Wilton “Wilt” Chamberlain is regarded as one of the best basketball players of all time. He is known for his skills on the court, his 7’1” frame, and his statistical achievements made throughout his career. Known by his many nicknames including Wilt the Stilt, the Big Dipper, and Chairman of the Boards, Wilt Chamberlain was the only player in NBA history to score 100 points in a single basketball game.
William Norman Chamberlain was born on August 21, 1936. At the age of 10 Wilt Chamberlain was already standing 6 feet tall. In his early years, Chamberlain was not interested in basketball, because he thought it was "a game for sissies". Instead, he was an avid track and field athlete. Wilt Chamberlain began drawing attention as a basketball player while still in high school at Overbrook in Philadelphia, which he attended from 1951-1955. Now grown to a height of 6 foot 11 inches, Chamberlain easily stood out among his peers. During his junior and senior years he led his team to victory at the City Championships. Throughout the first 16 games during his senior year Chamberlain scored an astounding 800 points and became high school All-American. He scored a total of 2,252 points while playing basketball in high school.
During summer vacations, Wilt Chamberlain worked as a bellhop in Kutsher's Hotel. Red Auerbach, the coach of the Boston Celtics, spotted the talented teenager there and had him play 1-on-1 against Kansas University standout and national champion, B. H. Born, elected the Most Valuable Player of the 1953 NCAA Finals. Chamberlain won 25–10. Born was so dejected that he gave up a promising NBA career and became a tractor engineer, stating "If there were high school kids that good, I figured I wasn't going to make it to the pros". Auerbach wanted Chamberlain to go to a New England university, so he could draft him as a territorial pick for the Celtics, but Chamberlain wasn't ready to make that commitment.
With almost every college basketball team in the nation wanting Wilt Chamberlain to play for them, the offers were widespread and sometimes extreme. UCLA offered Chamberlain the opportunity to become a movie star, the University of Pennsylvania wanted to buy him diamonds, and Chamberlain's high school coach Mosenson was even offered a coaching position if he could persuade the center. In the end Chamberlain decided on Kansas University. Wilt Chamberlain was shocked when he first arrived in Kansas. In Philadelphia he had already been treated like a star, but in segregated Kansas, there were places he was not even allowed to enter.
On December 3, 1956, Chamberlain made his varsity debut. In his first varsity game, the center scored 52 points and grabbed 31 rebounds, breaking both all-time college records in a 87–69 win against the Northwestern team of future NBA team mate Joe Ruklick. During his first varsity season, Wilt Chamberlain led the Jayhawks to the finals of the NCAA tournament, losing to North Carolina in double overtime. During his college career Wilt Chamberlain averaged over thirty points per game and was twice selected to All-American teams. After completing his junior year in college Chamberlain decided to quit college and become a professional.
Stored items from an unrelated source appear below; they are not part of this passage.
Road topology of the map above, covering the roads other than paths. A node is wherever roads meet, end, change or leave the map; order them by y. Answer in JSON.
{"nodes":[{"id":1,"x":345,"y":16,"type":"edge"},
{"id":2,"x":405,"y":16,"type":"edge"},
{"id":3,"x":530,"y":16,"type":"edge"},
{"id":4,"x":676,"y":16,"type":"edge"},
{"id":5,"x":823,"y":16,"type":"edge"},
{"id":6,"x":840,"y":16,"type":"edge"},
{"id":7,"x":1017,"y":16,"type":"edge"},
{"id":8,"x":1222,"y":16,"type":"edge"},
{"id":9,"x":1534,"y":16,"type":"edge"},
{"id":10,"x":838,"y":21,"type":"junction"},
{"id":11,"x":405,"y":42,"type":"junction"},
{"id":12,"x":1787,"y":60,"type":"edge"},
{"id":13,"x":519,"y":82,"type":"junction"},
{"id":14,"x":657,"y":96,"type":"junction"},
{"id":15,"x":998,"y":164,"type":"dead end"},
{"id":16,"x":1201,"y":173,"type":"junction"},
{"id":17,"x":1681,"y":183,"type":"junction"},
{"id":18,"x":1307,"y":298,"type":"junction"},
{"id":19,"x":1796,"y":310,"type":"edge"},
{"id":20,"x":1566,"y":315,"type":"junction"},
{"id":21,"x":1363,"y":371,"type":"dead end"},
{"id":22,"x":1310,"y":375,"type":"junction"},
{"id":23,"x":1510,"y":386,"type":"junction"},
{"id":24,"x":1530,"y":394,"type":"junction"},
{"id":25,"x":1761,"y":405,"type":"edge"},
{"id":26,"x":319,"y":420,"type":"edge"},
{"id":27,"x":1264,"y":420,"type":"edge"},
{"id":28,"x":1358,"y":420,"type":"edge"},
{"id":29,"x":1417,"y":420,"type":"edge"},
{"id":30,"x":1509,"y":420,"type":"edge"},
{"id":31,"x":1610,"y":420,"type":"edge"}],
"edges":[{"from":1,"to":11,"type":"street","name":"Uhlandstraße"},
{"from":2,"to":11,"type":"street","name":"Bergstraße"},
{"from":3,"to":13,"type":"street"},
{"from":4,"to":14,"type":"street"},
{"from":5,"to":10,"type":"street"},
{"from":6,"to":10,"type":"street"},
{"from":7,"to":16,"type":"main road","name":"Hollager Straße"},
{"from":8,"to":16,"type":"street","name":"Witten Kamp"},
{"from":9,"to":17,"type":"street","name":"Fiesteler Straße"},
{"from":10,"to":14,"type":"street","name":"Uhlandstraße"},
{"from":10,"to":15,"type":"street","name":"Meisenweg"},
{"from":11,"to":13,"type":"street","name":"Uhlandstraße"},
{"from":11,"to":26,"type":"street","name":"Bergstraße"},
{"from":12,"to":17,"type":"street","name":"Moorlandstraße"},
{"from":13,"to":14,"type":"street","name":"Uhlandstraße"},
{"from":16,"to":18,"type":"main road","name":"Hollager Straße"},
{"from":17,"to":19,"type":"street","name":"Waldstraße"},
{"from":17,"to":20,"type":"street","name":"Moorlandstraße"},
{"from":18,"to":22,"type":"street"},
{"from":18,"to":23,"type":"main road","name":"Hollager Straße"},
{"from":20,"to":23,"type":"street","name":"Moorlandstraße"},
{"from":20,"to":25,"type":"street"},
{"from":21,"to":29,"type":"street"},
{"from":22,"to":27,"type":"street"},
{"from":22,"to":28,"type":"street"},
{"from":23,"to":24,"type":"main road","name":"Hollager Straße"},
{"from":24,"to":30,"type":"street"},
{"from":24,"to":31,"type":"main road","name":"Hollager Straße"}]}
The problem was that NBA teams required you to complete your senior year before you were eligible to play.
Wilt Chamberlain found the loophole he was looking for with the Harlem Globe Trotters. Chamberlain spent the year touring around the world performing basketball at its most fun for families and basketball fans alike. Wilt Chamberlain recalls the year with the Harlem Globetrotters as one of his favorite years of basketball.
In 1959 Chamberlain joined the NBA's Philadelphia Warriors and made an immediate impact on the league. He could score almost at will. Opposing teams gave up trying to stop him and instead tried only to contain him. His scoring average during the 1959-60 season was 37.9 points per game, more than eight points per game higher than anyone else had ever scored in the history of the league. He was named both Rookie of the Year and Most Valuable Player, the first person to receive both awards in the same season.
For the next six seasons Chamberlain led the league in scoring. In the 1961-62 season he averaged 50.4 points and scored 100 points in one game. In 1962-63 he averaged 44.8 points per game. Chamberlain was simply one the greatest scoring machines in the history of basketball.
Wilt the Stilt Chamberlain had his best career in 1962, averaging 50.4 points per game. The following year Chamberlain relocated to the San Francisco Warriors and scored a recording crushing 100 points in a regulation game against the New York Knicks. His team later lost at the NBA finals to the Celtics and his greatest rival Bill Russell. Chamberlain made 36 out of 63 field goals and 28 out of 32 free throws. In 1964, Chamberlain returned to play for the Philadelphia 76ers, where he won his first NBA title. They beat out the Celtics in the play-offs and went on to defeat the San Francisco Warriors in the championships. The team was later described as one of the best in NBA history. Chamberlain received his fourth and final MVP award during the 1967-68 season.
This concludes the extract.